Nuclear and Particle Physics (U01360)

? Credit Points : 10 ? SCQF Level : 9 ? Acronym : PHY-3-NucPart

This course explores the quantum world at the nuclear and particle scales. Basic concepts of nuclear physics are introduced and nuclear properties, structure and decays are discussed. There follows an introduction into the physics of elementary particles. The fundamental constituents of matter and their interactions are described.

Entry Requirements

? Pre-requisites : Physics 2B: Waves, Quantum Physics and Materials (PHY-2-B); Foundations of Mathematical Physics (PHY-2-FoMP) or Principles of Mathematical Physics (PHY-2-PoMP); prior attendance at Quantum Mechanics (PHY-3-QuantMech).

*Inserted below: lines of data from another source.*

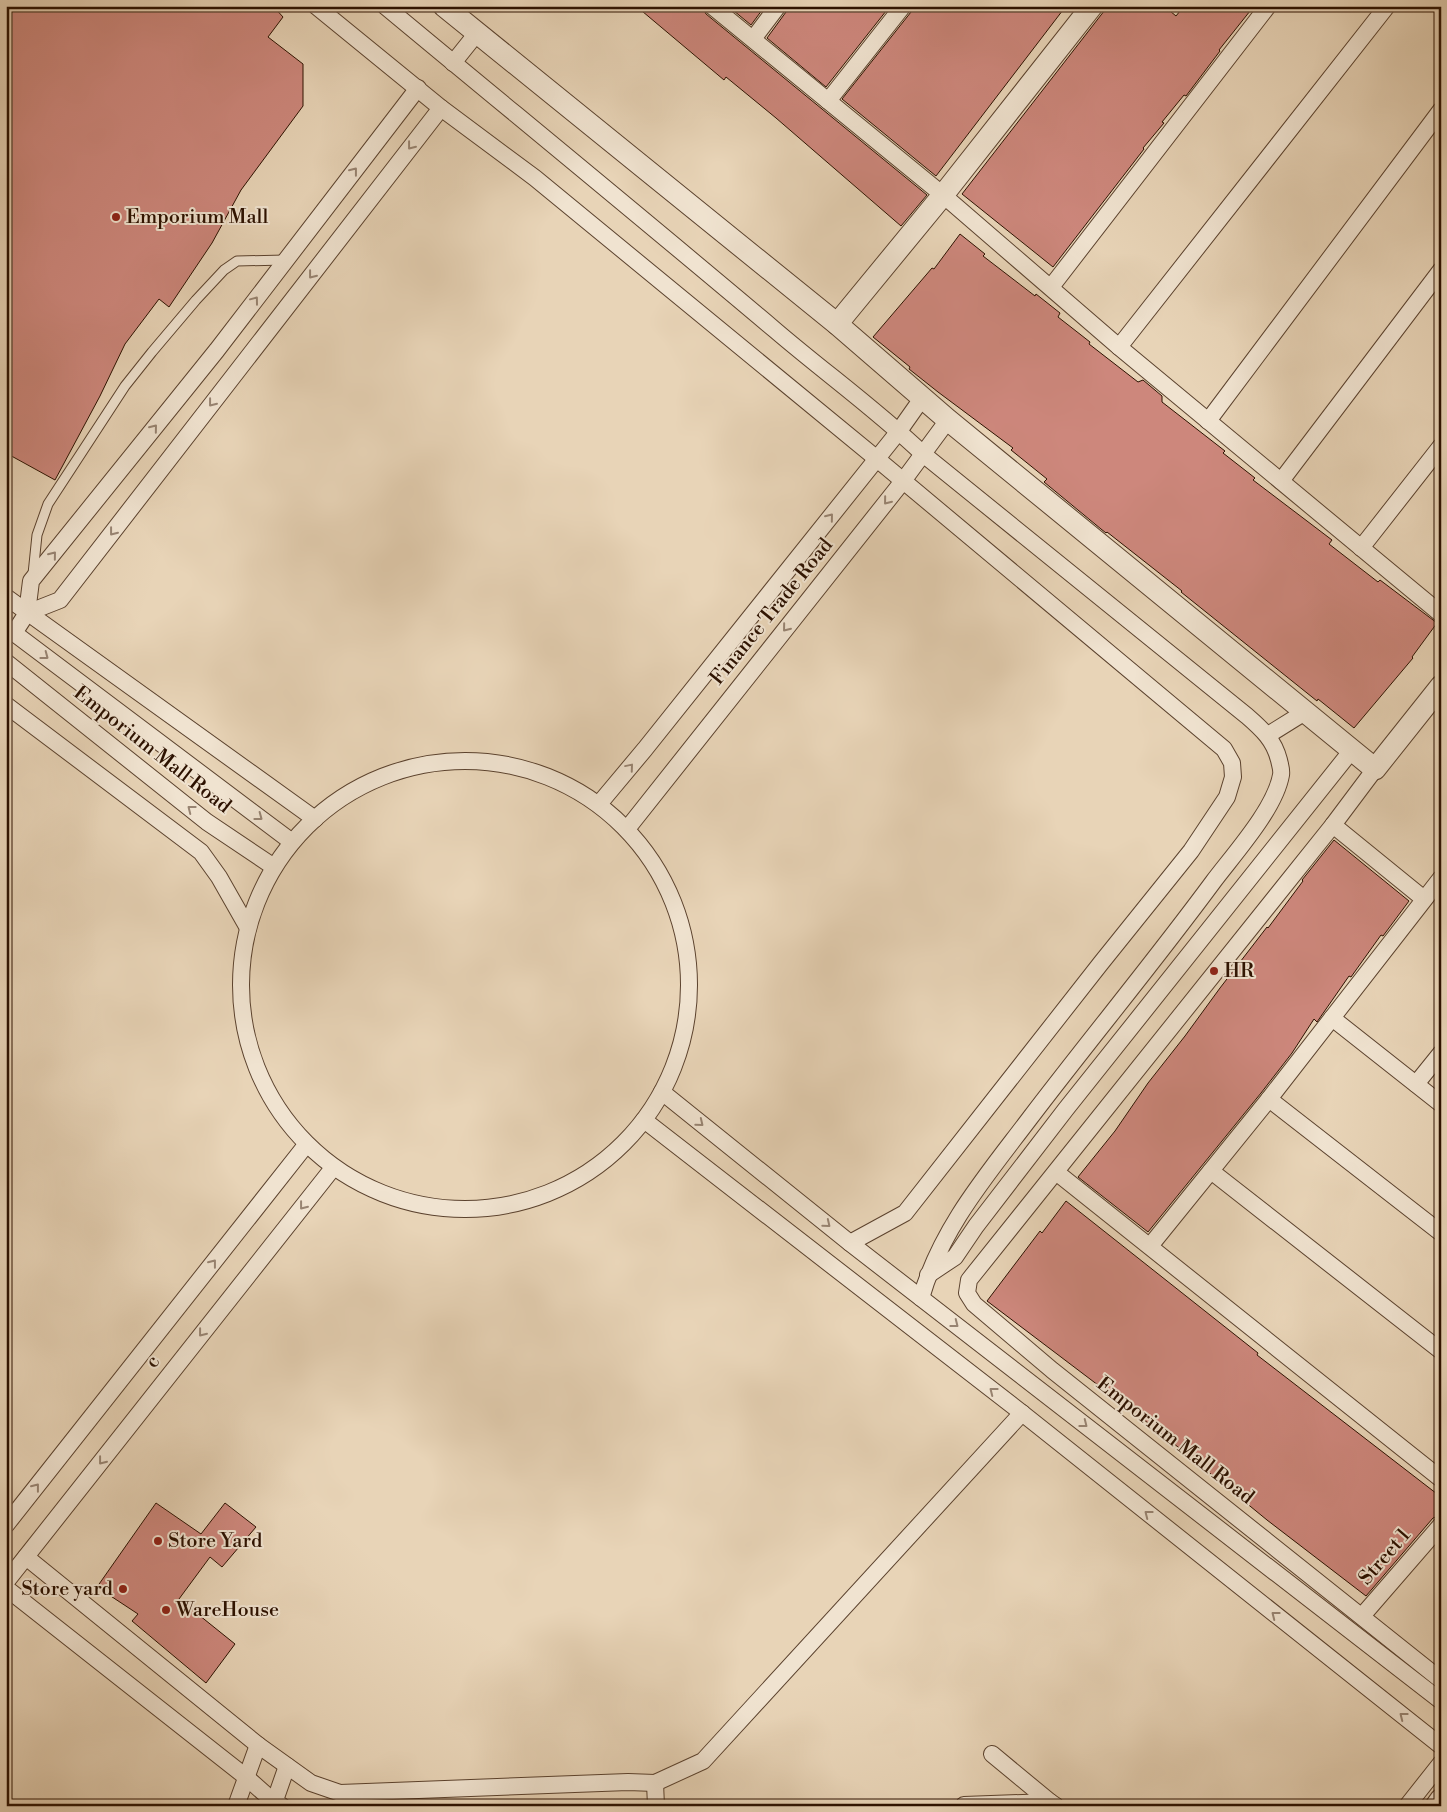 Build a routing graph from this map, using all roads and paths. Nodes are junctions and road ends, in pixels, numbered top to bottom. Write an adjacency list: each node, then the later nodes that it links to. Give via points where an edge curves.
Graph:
1 (316, 6): 13 (street)
2 (385, 6): 12 (street)
3 (444, 6): 10 (street)
4 (712, 6): 11 (street)
5 (778, 6): 11 (street)
6 (903, 6): 14 (street)
7 (1092, 6): 17 (street)
8 (1268, 6): 20 (street)
9 (1387, 6): 22 (street)
10 (477, 33): 12 (street); 21 (street)
11 (753, 39): 14 (street)
12 (454, 63): 26 (street)
13 (418, 88): 15 (street); 18 (street, one-way to 13)
14 (828, 101): 17 (street)
15 (441, 108): 29 (street, via 535,178); 35 (street, one-way to 35, via 60,600)
16 (1441, 110): 25 (street)
17 (943, 195): 20 (street); 21 (street)
18 (285, 260): 33 (street, one-way to 18); 33 (lane, via 237,261 224,270 125,386 48,504 37,534)
19 (1441, 270): 31 (street)
20 (1050, 287): 22 (street)
21 (837, 324): 23 (street)
22 (1119, 347): 25 (street)
23 (923, 397): 24 (street); 26 (street)
24 (948, 420): 28 (street, Finance Trade Road); 41 (street)
25 (1208, 421): 31 (street)
26 (899, 431): 28 (street); 29 (street)
27 (1441, 446): 32 (street)
28 (923, 454): 30 (street, Finance Trade Road); 42 (street)
29 (876, 459): 30 (street); 45 (street, one-way to 29)
30 (903, 481): 48 (street, Finance Trade Road, one-way to 48); 66 (street, via 1224,750 1232,763 1234,777 1227,798 1191,851 904,1214)
31 (1281, 481): 32 (street)
32 (1361, 548): 36 (street)
33 (31, 582): 35 (street)
34 (6, 597): 35 (street)
35 (27, 613): 37 (street); 46 (street)
36 (1441, 614)
37 (10, 630): 49 (street, one-way to 49)
38 (6, 662): 50 (street, Emporium Mall Road, one-way to 38, via 207,822)
39 (1441, 686): 44 (street)
40 (6, 705): 53 (street, via 201,852)
41 (1305, 712): 42 (street); 43 (street)
42 (1268, 735): 68 (street, via 1277,751 1282,772 1277,793 1264,814 978,1186 953,1223)
43 (1352, 750): 44 (street); 68 (street, via 1066,1109 955,1257)
44 (1375, 770): 47 (street)
45 (599, 804): 46 (street, via 554,778 514,766 454,761 404,769 356,789); 48 (street)
46 (315, 819): 49 (street)
47 (1333, 825): 52 (street); 64 (street)
48 (628, 829): 57 (street, via 661,874 682,927 690,983 683,1040)
49 (292, 842): 50 (street)
50 (274, 866): 53 (street)
51 (1441, 878): 52 (street)
52 (1424, 899): 54 (street)
53 (248, 928): 61 (street, via 240,987 248,1045 270,1099)
54 (1332, 1018): 56 (street); 58 (street)
55 (1441, 1053): 56 (street)
56 (1416, 1084): 59 (street)
57 (662, 1092): 60 (street); 66 (street, one-way to 66)
58 (1269, 1099): 63 (street); 65 (street)
59 (1441, 1104)
60 (644, 1120): 62 (street, via 604,1161 554,1191 498,1207 440,1208 403,1200 384,1195); 71 (street, one-way to 60)
61 (306, 1145): 62 (street); 73 (street, one-way to 61)
62 (333, 1168): 75 (street, c, one-way to 75)
63 (1211, 1171): 67 (street); 70 (street)
64 (1056, 1172): 67 (street); 78 (street, Emporium Mall Road, via 969,1280 967,1293 974,1304 1052,1370)
65 (1441, 1234)
66 (850, 1243): 69 (street)
67 (1150, 1246): 72 (street)
68 (928, 1274): 69 (street)
69 (922, 1298): 80 (street, one-way to 80)
70 (1441, 1351)
71 (1022, 1413): 82 (street, one-way to 71); 87 (street, via 702,1761)
72 (1441, 1479)
73 (6, 1525)
74 (1441, 1525): 78 (street, Street 1)
75 (26, 1558): 76 (street, c); 81 (street)
76 (6, 1582)
77 (6, 1588): 86 (street)
78 (1362, 1616): 79 (street, Emporium Mall Road)
79 (1441, 1680)
80 (1441, 1701)
81 (258, 1745): 85 (street); 86 (street)
82 (1441, 1746)
83 (992, 1754): 89 (street)
84 (1441, 1763): 94 (street)
85 (287, 1766): 87 (street, via 311,1783 340,1793); 90 (street)
86 (246, 1777): 90 (street); 92 (street)
87 (654, 1783): 93 (street)
88 (1441, 1799): 95 (street)
89 (1053, 1804): 91 (street)
90 (276, 1805)
91 (964, 1805)
92 (236, 1806)
93 (656, 1806)
94 (1407, 1806)
95 (1436, 1806)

? Prohibited combinations : U03232 Physics 3

Subject Areas

Home subject area

Undergraduate (School of Physics), (School of Physics, Schedule Q)

Delivery Information

? Normal year taken : 3rd year

? Delivery Period : Semester 2 (Blocks 3-4)

? Contact Teaching Time : 3 hour(s) per week for 11 weeks

All of the following classes

Type	Day	Start	End	Area
Lecture	Monday	10:00	10:50	KB
Lecture	Thursday	10:00	10:50	KB

? Additional Class Information : Workshop/tutorial sessions, as arranged.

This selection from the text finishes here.